Que reste-t-il alors de Django Unchained, une fois ces mises au point effectuées ? D’abord et surtout un règlement de compte anti-esclavagisme, qui pour une fois dans le cinéma américain ne s’embarrasse du cadre d’une histoire « vraie » pour se coltiner le sujet. Il est vrai que, comme souvent dans le western, ce n’est pas la conscience du collectif qui caractérise le plus le héros, mais plutôt un individualisme forcené. Et pour une fois, on n’a pas le sentiment que Tarantino ait exagéré tant que cela les situations ; de là à affirmer qu’il apporte quelque chose de neuf, il y a un pas que nous ne franchirons pas. Car à l’instar de ses autres réalisations Tarantino livre avec Django Unchained, un film post moderne, pétri – et à la limite pourri – de références à ses genres de prédilection, kaléidoscopique au risque de la rupture occulaire.

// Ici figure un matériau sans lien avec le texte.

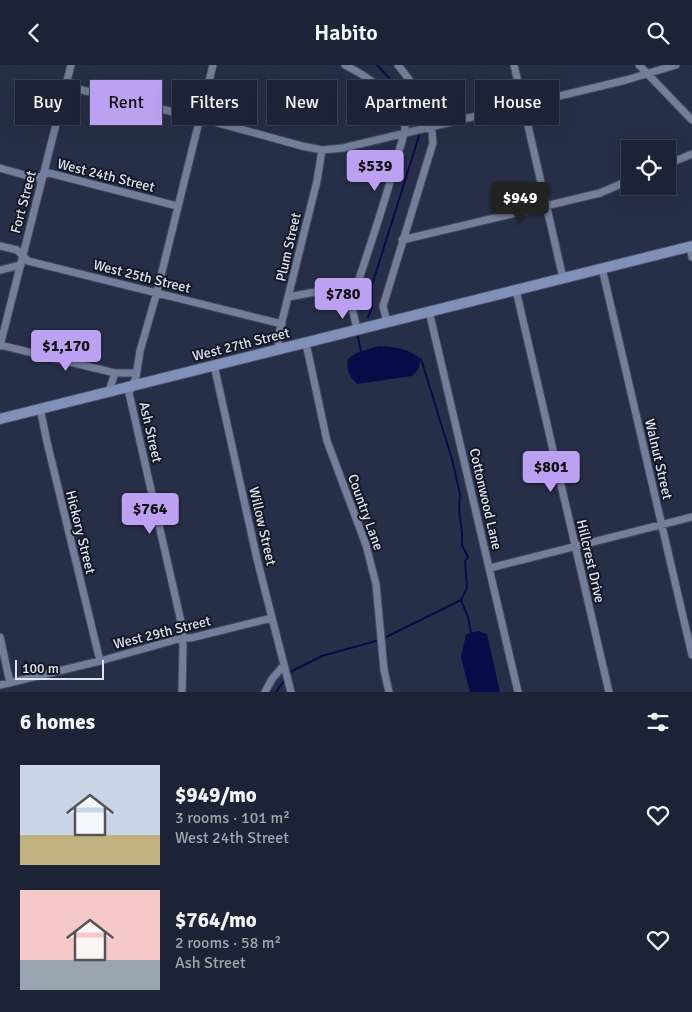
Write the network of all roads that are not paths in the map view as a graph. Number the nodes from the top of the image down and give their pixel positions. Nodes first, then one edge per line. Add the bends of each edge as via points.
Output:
1 (71, 65) edge
2 (213, 65) edge
3 (345, 65) edge
4 (398, 65) edge
5 (514, 65) edge
6 (639, 65) edge
7 (676, 65) edge
8 (648, 74) junction
9 (67, 80) edge
10 (209, 80) edge
11 (517, 80) edge
12 (80, 90) edge
13 (559, 96) edge
14 (172, 111) edge
15 (475, 116) edge
16 (692, 120) edge
17 (55, 125) edge
18 (198, 125) edge
19 (227, 125) edge
20 (528, 125) edge
21 (432, 126) junction
22 (403, 133) junction
23 (322, 150) junction
24 (692, 154) edge
25 (676, 161) edge
26 (0, 168) edge
27 (43, 174) junction
28 (621, 184) edge
29 (178, 206) junction
30 (547, 207) junction
31 (402, 240) junction
32 (0, 246) edge
33 (691, 246) edge
34 (22, 255) junction
35 (692, 257) edge
36 (21, 265) junction
37 (602, 268) junction
38 (0, 270) edge
39 (563, 278) junction
40 (358, 284) junction
41 (516, 290) junction
42 (157, 292) junction
43 (288, 297) junction
44 (429, 311) junction
45 (387, 322) junction
46 (282, 324) junction
47 (357, 329) junction
48 (303, 343) junction
49 (0, 345) edge
50 (278, 349) junction
51 (214, 365) junction
52 (115, 373) junction
53 (136, 373) junction
54 (133, 385) junction
55 (109, 391) junction
56 (40, 409) junction
57 (0, 419) edge
58 (692, 517) edge
59 (661, 525) junction
60 (575, 547) junction
61 (490, 568) junction
62 (272, 618) junction
63 (0, 637) edge
64 (182, 638) junction
65 (692, 655) edge
66 (100, 661) junction
67 (285, 667) junction
68 (10, 683) junction
69 (0, 685) edge
70 (182, 692) edge
71 (265, 692) edge
72 (291, 692) edge
73 (389, 692) edge
74 (518, 692) edge
75 (609, 692) edge

1 - 9 street, Fort Street
2 - 10 street, Ash Street
3 - 22 street via 362,73 392,97 406,125
4 - 21 street via 420,93
5 - 11 street
6 - 8 street
7 - 8 street
8 - 13 street
8 - 16 street
12 - 14 street
15 - 21 street
17 - 27 street, Fort Street
18 - 29 street, Ash Street
19 - 23 street
20 - 30 street
21 - 22 street
21 - 31 street via 433,143
22 - 23 street
22 - 40 street
23 - 43 street, Plum Street
24 - 25 street
26 - 27 street, West 24th Street via 35,178
27 - 29 street, West 24th Street
27 - 34 street, Fort Street
28 - 30 street
29 - 42 street, Ash Street
30 - 31 street
30 - 39 street
31 - 45 street via 383,306
32 - 34 street, West 25th Street via 17,250
33 - 35 street
33 - 37 main road, West 27th Street
34 - 36 street, Fort Street
34 - 42 street, West 25th Street via 28,261
36 - 38 street
36 - 49 street, Fort Street
37 - 39 main road, West 27th Street
37 - 59 street, Walnut Street
39 - 41 main road, West 27th Street
40 - 43 street
40 - 47 street via 352,300
41 - 44 main road, West 27th Street
41 - 60 street, Hillcrest Drive
42 - 46 street, West 25th Street
42 - 53 street, Ash Street
43 - 46 street, Plum Street
44 - 45 main road, West 27th Street
44 - 61 street, Cottonwood Lane
45 - 47 main road, West 27th Street
46 - 50 street, Plum Street
47 - 48 main road, West 27th Street
48 - 50 main road, West 27th Street
48 - 73 street, Country Lane via 327,441 366,545 376,584
49 - 52 street
50 - 51 main road, West 27th Street
51 - 54 main road, West 27th Street
51 - 62 street, Willow Street
52 - 53 street
52 - 55 street
53 - 54 street, Ash Street
54 - 55 main road, West 27th Street
54 - 64 street, Ash Street via 129,393 182,626
55 - 56 main road, West 27th Street
56 - 57 main road, West 27th Street
56 - 66 street, Hickory Street
58 - 59 street
59 - 60 street
59 - 65 street, Walnut Street
60 - 61 street
60 - 75 street, Hillcrest Drive
61 - 74 street, Cottonwood Lane
62 - 64 street, West 29th Street
62 - 67 street, Willow Street
63 - 68 street
64 - 66 street, West 29th Street
64 - 70 street, Ash Street
66 - 68 street, West 29th Street
67 - 71 street via 272,679
67 - 72 street, Willow Street
68 - 69 street, West 29th Street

S’il est certes gratifiant pour le cinéphile compulsif de monter dans le petit train référentiel du vidéo club de Tarantino, ce passage en revue de tous les topoï de genre peut aussi lasser.

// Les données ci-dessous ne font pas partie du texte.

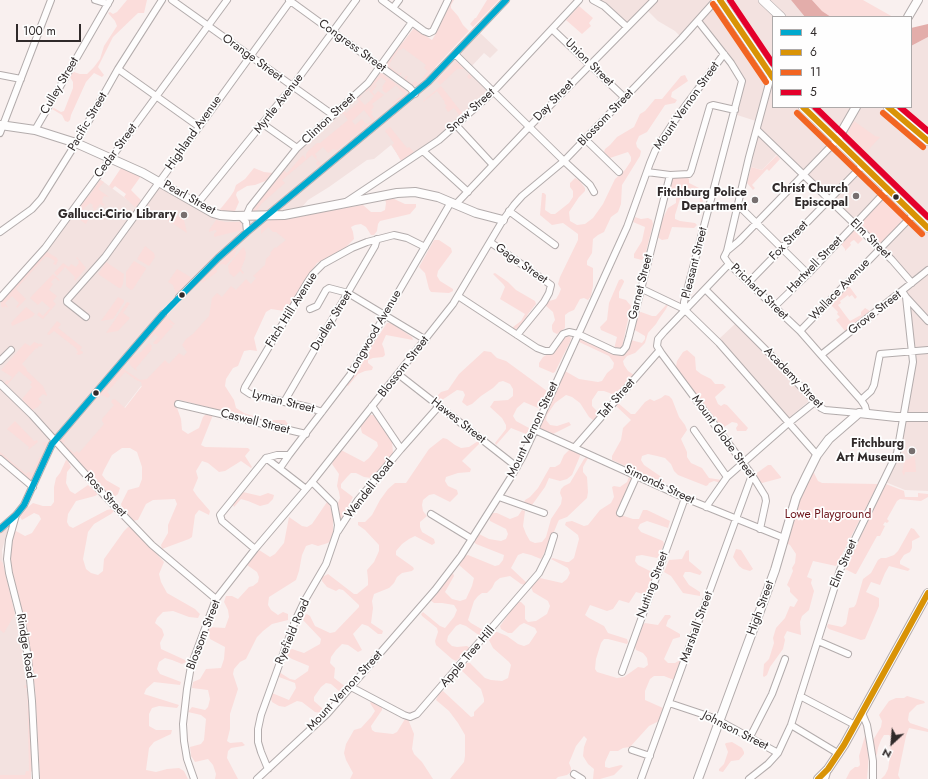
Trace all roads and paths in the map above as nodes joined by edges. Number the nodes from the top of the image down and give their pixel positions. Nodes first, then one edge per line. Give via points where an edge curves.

C’est que l’inscription verbale, contrapuntique à l’action, qui faisait le charme de ses premiers opus tend à se transformer en bavardage faussement malins. Comme si ce qui était autrefois un style brillant s’était déplacé vers une forme de redondance sonnant parfois creux, émaillée, tout de même, de quelques moments de pure virtuosité jouissive. La scène des cagoules est à ce titre révélatrice. Tarantino reprend le motif historique de Naissance d’une Nation, chef d’œuvre inscrit au panthéon du cinéma mondial et plaidoyer puant pro Klu Klux Klan pour le détourner via une conversation de chiffons sur la taille des cagoules. Une fois le clin d’œil compris, les dialogues s’éternisent. On pense alors à ce que Woody Allen faisait de ce type de situation, dans Guerre et Amour notamment… C’est le problème quand on revisite les genres du cinéma. On peut les sublimer. On peut aussi reproduire leurs travers. Ainsi du western spaghetti, modèle suprême de Django Unchained, souvent aussi long que la pasta qui lui a donné son nom. Le dernier opus de Tarantino n’y échappe pas toujours. Dommage.